Denn der türkise Johann Rädler ("Sie sind hier nicht in Bosnien!") und der blaue Wolfgang Zanger ("Alma, bei mir bist du sicher!") hätten ja auch "Hoid di Pappn, Zuagraste" sagen können. Taten sie aber nicht, weil sie als Volksvertreter Wert auf sprachliche Eleganz legen. Und, wie die FPÖ-Parlamentarier bei ihrem Pro-Ceta-Votum am Mittwoch betonten, auch auf "staatspolitische Verantwortung"!

Es wird zu zimperlich gesprochen

Fazit: Im Hohen Haus wird in Wahrheit zu zimperlich gesprochen, in Sachen robuste Rhetorik ist noch Luft nach oben. Was also tun? Gut wären Kurse, in denen Volksvertreter lernen, ihre fade Façon de parler mit hochangereicherten Unterstellungen, Beleidigungen und Beschimpfungen waffenfähig zu machen und so für mehr Animo im Plenarsaal zu sorgen. Wer erinnert sich nicht an den Satz "Hoids amoi di Goschn do unten!", mit dem NR-Präsident Anton Benya einst die Linie vorgab?

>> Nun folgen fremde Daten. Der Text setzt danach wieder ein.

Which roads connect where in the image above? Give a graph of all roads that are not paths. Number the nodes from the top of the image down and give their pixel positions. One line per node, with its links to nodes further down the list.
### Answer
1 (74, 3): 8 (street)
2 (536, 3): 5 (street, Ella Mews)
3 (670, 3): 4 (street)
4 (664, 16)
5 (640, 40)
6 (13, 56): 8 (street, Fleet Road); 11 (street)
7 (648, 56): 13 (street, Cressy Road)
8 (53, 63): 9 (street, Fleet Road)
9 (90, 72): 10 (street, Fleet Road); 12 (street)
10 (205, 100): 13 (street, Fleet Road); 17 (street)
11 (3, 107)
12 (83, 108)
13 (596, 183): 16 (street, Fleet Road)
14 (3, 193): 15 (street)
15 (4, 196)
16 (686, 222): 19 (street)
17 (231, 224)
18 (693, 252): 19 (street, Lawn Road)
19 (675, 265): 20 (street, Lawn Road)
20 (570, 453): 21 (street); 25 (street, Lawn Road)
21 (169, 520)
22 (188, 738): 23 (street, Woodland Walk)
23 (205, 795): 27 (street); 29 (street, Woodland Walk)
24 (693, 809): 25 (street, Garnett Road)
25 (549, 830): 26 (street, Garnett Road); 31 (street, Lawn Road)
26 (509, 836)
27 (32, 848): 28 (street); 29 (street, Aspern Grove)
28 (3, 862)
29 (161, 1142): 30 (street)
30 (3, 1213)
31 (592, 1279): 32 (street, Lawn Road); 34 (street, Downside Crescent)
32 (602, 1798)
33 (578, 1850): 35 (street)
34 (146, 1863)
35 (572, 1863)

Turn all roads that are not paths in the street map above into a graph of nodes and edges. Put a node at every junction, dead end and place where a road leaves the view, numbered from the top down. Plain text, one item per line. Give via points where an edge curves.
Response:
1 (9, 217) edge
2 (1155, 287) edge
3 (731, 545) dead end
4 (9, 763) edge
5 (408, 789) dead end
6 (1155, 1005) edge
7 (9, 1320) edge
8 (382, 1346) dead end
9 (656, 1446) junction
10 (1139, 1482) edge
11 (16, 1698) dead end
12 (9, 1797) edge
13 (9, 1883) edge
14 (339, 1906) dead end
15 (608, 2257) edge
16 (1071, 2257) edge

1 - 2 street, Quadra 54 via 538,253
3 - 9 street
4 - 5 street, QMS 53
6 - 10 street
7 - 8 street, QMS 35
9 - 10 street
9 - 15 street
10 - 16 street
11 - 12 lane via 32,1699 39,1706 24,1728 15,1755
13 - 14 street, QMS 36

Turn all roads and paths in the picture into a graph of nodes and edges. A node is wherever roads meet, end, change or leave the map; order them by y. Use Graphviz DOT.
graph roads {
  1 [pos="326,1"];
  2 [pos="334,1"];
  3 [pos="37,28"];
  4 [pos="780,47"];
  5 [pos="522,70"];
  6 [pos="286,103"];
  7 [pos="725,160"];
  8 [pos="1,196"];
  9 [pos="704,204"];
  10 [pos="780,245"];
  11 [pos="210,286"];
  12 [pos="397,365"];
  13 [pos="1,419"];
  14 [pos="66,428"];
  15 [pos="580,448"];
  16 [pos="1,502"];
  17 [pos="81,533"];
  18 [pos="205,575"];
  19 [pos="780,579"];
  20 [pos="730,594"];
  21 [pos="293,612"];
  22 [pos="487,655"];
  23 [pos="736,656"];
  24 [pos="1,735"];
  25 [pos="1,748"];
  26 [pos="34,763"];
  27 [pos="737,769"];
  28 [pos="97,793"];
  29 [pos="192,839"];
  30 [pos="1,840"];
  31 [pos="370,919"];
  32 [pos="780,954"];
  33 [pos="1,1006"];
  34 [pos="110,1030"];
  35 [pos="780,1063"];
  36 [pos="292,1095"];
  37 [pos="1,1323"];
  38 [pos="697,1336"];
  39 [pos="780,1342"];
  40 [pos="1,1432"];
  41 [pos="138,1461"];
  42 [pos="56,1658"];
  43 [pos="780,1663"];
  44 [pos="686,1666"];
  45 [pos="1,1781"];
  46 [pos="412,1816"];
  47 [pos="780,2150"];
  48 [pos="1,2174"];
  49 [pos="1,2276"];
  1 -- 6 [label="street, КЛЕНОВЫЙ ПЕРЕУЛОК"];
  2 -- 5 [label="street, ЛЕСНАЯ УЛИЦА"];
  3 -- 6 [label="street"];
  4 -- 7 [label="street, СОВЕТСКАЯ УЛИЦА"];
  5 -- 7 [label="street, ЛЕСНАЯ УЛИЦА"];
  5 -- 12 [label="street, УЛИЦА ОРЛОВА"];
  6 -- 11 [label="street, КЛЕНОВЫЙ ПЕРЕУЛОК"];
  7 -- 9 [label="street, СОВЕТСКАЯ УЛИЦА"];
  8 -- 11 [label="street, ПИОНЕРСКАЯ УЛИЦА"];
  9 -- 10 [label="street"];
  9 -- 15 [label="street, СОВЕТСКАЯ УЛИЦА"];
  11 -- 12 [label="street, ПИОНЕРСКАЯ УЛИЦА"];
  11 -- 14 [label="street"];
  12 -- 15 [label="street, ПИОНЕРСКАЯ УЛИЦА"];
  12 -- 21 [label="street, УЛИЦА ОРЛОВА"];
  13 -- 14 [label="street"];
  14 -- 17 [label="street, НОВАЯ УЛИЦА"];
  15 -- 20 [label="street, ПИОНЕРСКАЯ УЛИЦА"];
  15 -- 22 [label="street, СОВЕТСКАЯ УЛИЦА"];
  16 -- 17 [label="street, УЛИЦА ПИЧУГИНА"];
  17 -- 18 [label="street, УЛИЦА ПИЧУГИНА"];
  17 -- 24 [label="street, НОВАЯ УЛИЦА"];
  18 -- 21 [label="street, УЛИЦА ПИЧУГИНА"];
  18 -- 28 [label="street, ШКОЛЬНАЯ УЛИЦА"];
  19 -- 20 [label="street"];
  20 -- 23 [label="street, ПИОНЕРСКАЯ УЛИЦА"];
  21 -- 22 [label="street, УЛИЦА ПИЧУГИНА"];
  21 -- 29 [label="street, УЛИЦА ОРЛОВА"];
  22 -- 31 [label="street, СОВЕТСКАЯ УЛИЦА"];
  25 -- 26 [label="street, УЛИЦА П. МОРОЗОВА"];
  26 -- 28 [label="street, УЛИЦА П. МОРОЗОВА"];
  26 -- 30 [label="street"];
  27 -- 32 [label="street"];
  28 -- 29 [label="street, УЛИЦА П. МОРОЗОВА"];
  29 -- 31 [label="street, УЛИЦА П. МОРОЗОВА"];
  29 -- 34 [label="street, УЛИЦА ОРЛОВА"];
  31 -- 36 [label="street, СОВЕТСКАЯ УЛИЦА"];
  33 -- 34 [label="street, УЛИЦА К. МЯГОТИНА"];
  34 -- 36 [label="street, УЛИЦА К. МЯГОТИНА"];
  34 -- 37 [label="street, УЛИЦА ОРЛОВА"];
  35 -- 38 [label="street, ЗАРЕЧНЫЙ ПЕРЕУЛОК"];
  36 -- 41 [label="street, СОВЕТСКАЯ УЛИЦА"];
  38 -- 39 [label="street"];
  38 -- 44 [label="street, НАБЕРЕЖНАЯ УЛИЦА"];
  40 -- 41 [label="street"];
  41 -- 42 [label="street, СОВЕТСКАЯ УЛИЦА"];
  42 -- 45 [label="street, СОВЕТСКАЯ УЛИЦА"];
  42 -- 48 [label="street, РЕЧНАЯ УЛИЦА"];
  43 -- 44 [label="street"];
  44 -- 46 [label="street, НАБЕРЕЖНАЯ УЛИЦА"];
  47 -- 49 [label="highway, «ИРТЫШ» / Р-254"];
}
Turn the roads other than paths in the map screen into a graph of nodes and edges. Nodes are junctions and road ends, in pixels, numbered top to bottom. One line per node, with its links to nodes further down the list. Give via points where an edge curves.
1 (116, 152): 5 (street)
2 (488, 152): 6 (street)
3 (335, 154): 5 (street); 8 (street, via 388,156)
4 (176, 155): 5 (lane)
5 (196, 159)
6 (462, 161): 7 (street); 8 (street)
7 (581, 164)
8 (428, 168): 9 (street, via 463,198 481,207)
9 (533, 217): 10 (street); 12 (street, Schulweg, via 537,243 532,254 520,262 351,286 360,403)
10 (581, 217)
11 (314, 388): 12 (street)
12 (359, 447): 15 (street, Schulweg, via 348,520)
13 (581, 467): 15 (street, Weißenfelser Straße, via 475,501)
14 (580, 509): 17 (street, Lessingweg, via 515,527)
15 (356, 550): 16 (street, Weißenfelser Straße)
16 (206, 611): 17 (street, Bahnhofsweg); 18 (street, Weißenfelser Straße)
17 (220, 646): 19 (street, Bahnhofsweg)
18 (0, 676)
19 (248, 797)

Ein legendärer Lehrmeister für verschärften Parlamentarismus ist natürlich auch der unvergessene deutsche Sozialdemokrat Herbert Wehner. Er titulierte den CDU-Mann Jürgen Wohlrabe als "Übelkrähe"; forderte einen anderen CDU-Abgeordneten zu mehr Hygiene auf ("Waschen Sie sich erst einmal! Sie sehen ungewaschen aus!"); nannte die Christdemokraten einen "nihilistischen Pöbelhaufen" usw.

Mit solchen Wortmeldungen erreicht man zuverlässig, dass es im Hohen Haus noch höher hergeht. Und wenn brachiale verbale Signale nicht ausreichen, um die Stimmung zu heben, kann man ja zur Sicherheit zusätzlich ein paar Vuvuzelas mitbringen. (Christoph Winder, 16.6.2018)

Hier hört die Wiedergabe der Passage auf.